Inconsciente, Endemol? Peut-être simplement capable d'autodérision, surtout de l'autre côté de la Manche, où on aime ne pas se prendre au sérieux. La preuve: une scène de Dead Set a pu être tournée «entre deux pages de pub» dans les vrais décors de Big Brother, face au vrai public de l'émission. Plus fort encore, Davina McCall, la présentatrice de l'émission, immense vedette en Angleterre, a accepter de jouer son propre rôle... et de se faire zombifier, avant de dévorer à son tour quelques malheureuses candidates! «J'ai encore du mal à réaliser qu'Endemol nous a laissé utiliser la vraie présentatrice de Big Brother... pour la tuer et la transformer en zombie», s'amuse Charlie Brooker, qui pourtant avait par le passé égratigné sa future actrice dans ses chroniques. «Le pire, c'est que tout ces gens sont en fait absolument délicieux», avoue-t-il, goguenard.

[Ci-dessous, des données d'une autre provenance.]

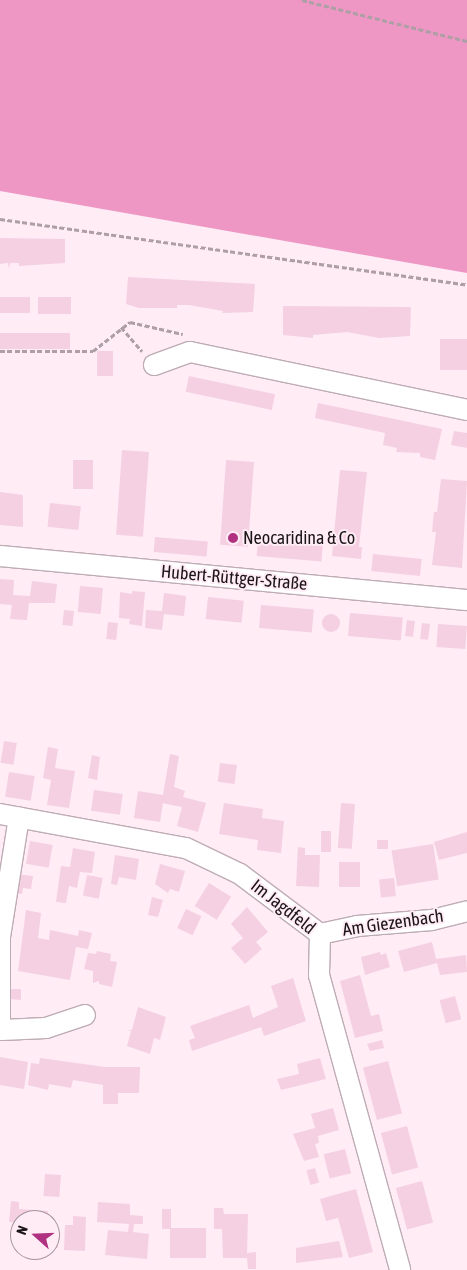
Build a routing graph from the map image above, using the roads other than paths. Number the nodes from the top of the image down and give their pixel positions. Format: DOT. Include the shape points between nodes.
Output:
graph roads {
  1 [pos="154,365"];
  2 [pos="467,410"];
  3 [pos="0,556"];
  4 [pos="467,600"];
  5 [pos="10,815"];
  6 [pos="467,911"];
  7 [pos="320,934"];
  8 [pos="85,1015"];
  9 [pos="1,1030"];
  10 [pos="400,1270"];
  1 -- 2 [label="street" via="190,352"];
  3 -- 4 [label="street, Hubert-Rüttger-Straße"];
  5 -- 7 [label="street, Im Jagdfeld" via="186,848 240,874"];
  5 -- 9 [label="street" via="0,937"];
  6 -- 7 [label="street, Am Giezenbach" via="432,920 357,926"];
  7 -- 10 [label="street, Im Jagdfeld" via="319,975"];
  8 -- 9 [label="street" via="46,1028"];
}
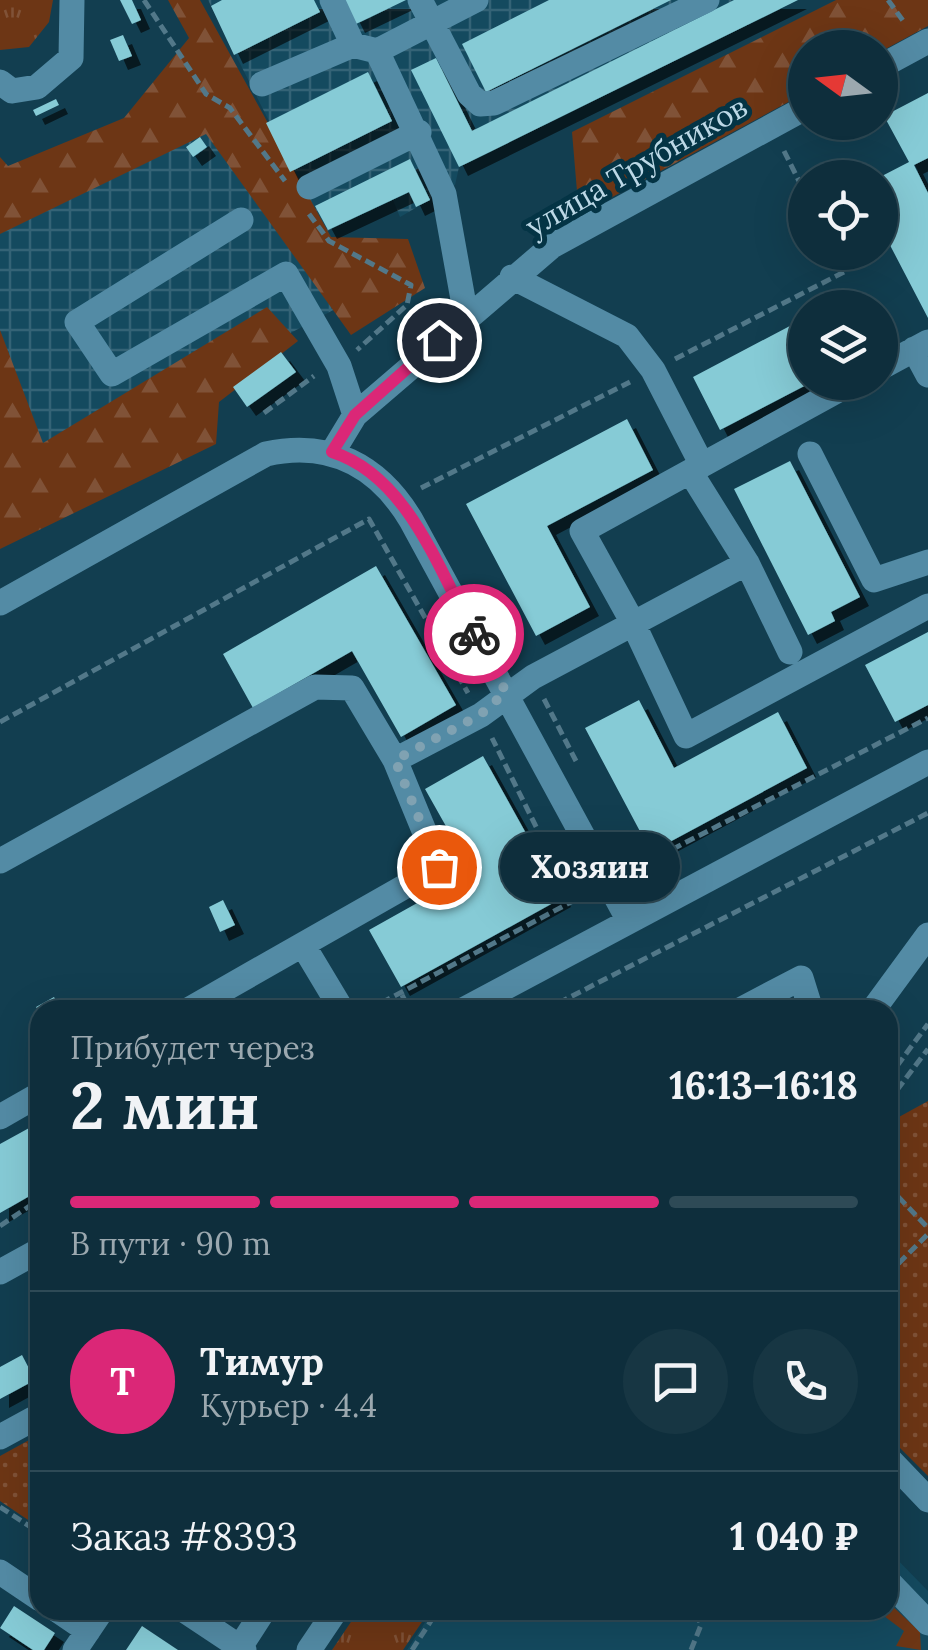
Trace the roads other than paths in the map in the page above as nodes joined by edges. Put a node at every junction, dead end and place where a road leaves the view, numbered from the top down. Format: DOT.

Délicieux, certes, mais surtout capables de prendre pleines dents, et en souriant, une «critique violente de la télé-réalité», de l'aveux même du réalisateur Yann Demange, qui a tenté de rendre visuellement crédible un scénario cauchemardesque. «J'ai pu visiter le décor du vrai Big Brother, et j'ai copié les détails qui me plaisait, explique-t-il. Il fallait que Dead Set ait l'air de se dérouler dans un vrai loft, reprenne les couleurs, la lumière, le langage visuel de la télé-réalité.» Scènes filmées depuis les caméras de contrôle, confessionnal, piscine et salon décoré dans le plus pur style Loft Story (fauteuils design et tapis à poils longs), tout y est, à commencé par les candidats, bimbos et excentriques en tous genres, bien décidés à sauver leur peau. Ces pieds nickelés cathodiques parviennent-ils à la fin à s'en tirer et à préserver l'espèce humaine ? On taira ici les dernières minutes de Dead Set, conclusion traumatisante de plus de deux heures de fiction catégoriquement déconseillées aux âmes sensibles... et aux fans de Secret Story.